TRY IT >> Could you set down the listing below exactly and omit its images?
Start of Block
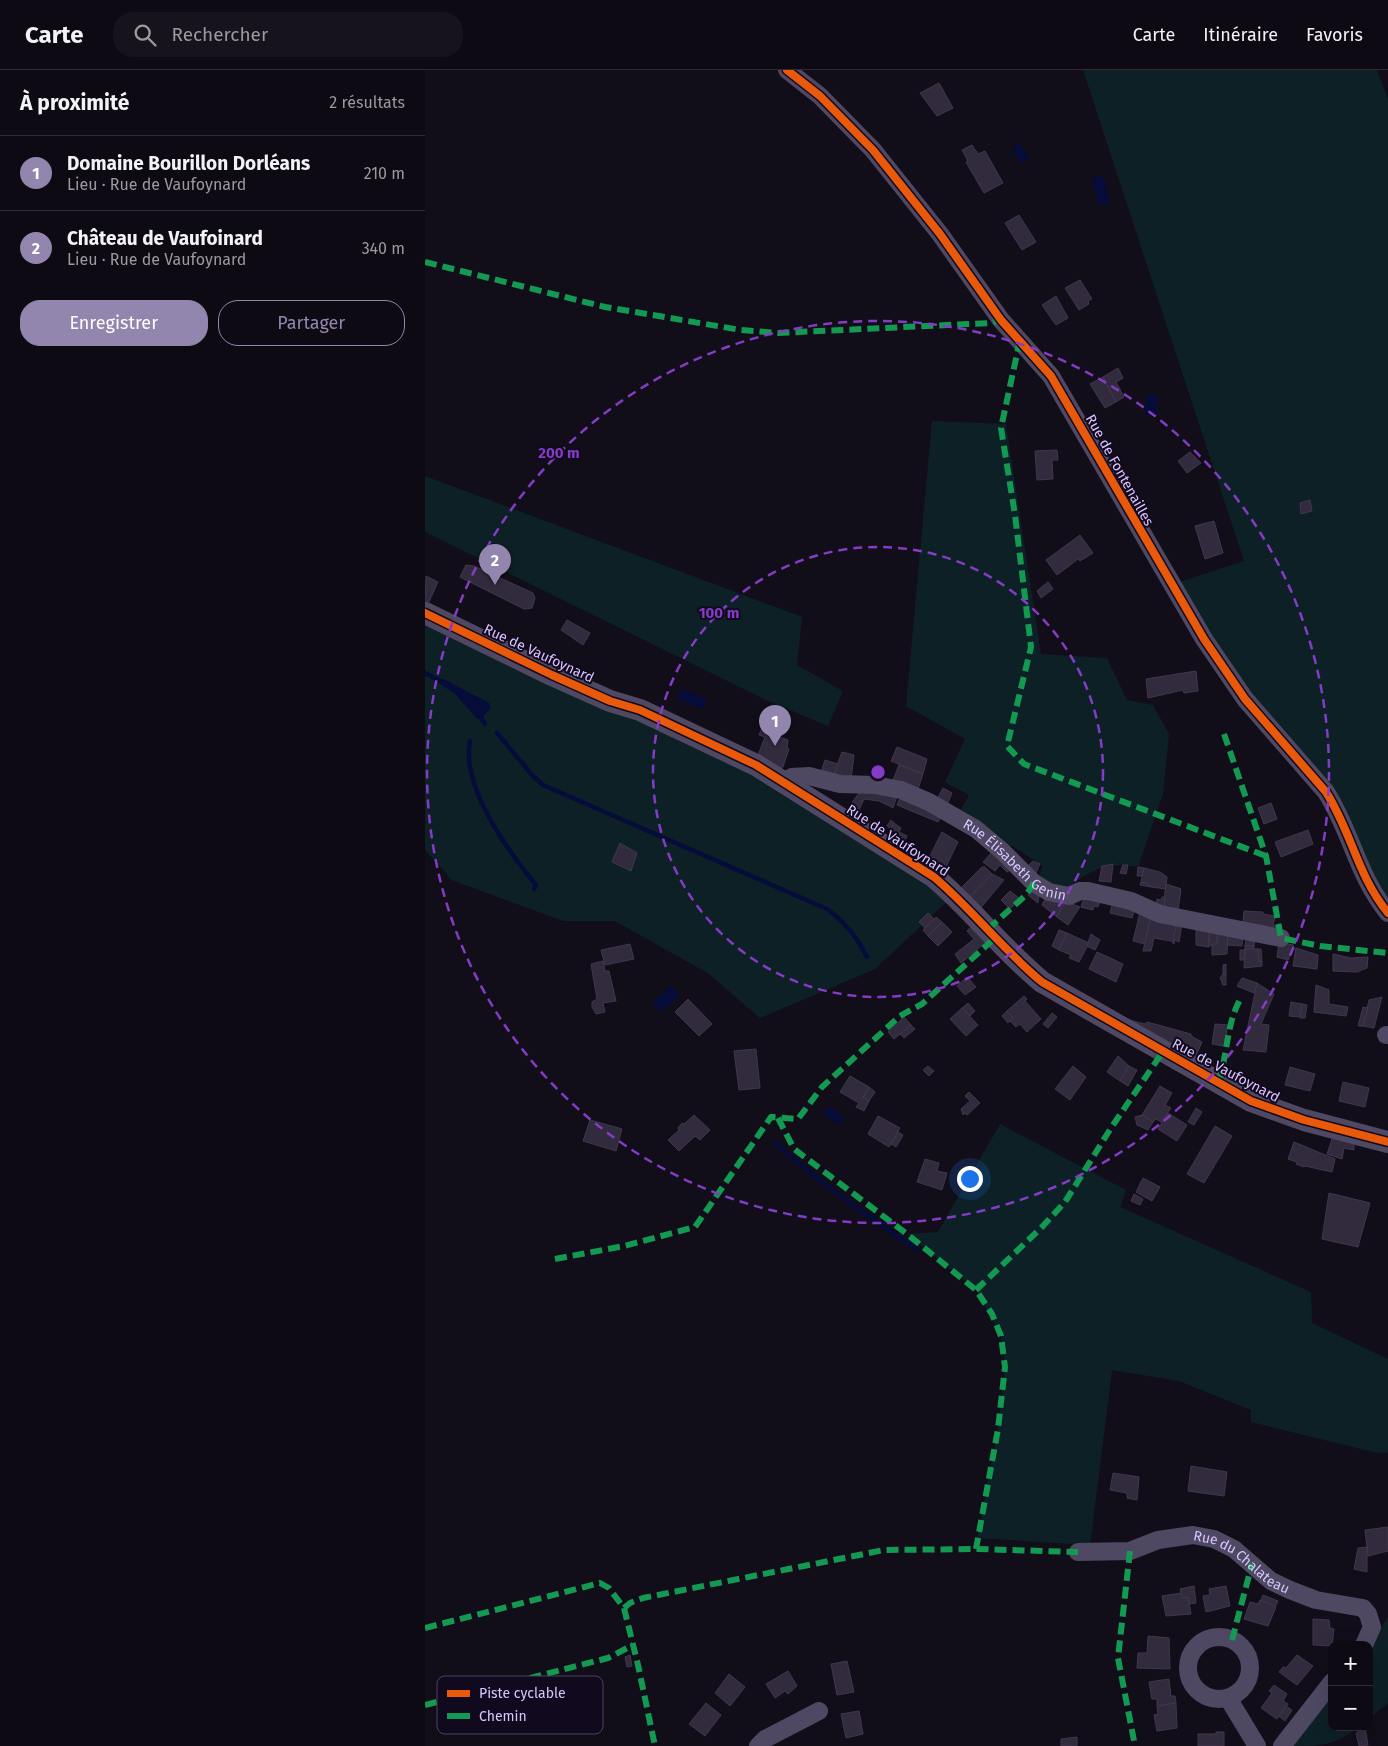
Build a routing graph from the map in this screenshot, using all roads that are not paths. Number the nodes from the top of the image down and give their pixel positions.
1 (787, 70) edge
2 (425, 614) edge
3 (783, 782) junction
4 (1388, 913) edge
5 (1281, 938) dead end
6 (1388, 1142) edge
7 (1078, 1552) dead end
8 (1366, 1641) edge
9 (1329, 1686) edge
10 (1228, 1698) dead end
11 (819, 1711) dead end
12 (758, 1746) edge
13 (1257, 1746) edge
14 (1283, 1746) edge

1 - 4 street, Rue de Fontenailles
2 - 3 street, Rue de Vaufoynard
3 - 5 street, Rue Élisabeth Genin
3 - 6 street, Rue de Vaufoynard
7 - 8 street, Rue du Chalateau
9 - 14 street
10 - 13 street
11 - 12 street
End of Block
RESPONSE BELOW >>
Build a routing graph from the map in this screenshot, using all roads that are not paths. Number the nodes from the top of the image down and give their pixel positions.
1 (787, 70) edge
2 (425, 614) edge
3 (783, 782) junction
4 (1388, 913) edge
5 (1281, 938) dead end
6 (1388, 1142) edge
7 (1078, 1552) dead end
8 (1366, 1641) edge
9 (1329, 1686) edge
10 (1228, 1698) dead end
11 (819, 1711) dead end
12 (758, 1746) edge
13 (1257, 1746) edge
14 (1283, 1746) edge

1 - 4 street, Rue de Fontenailles
2 - 3 street, Rue de Vaufoynard
3 - 5 street, Rue Élisabeth Genin
3 - 6 street, Rue de Vaufoynard
7 - 8 street, Rue du Chalateau
9 - 14 street
10 - 13 street
11 - 12 street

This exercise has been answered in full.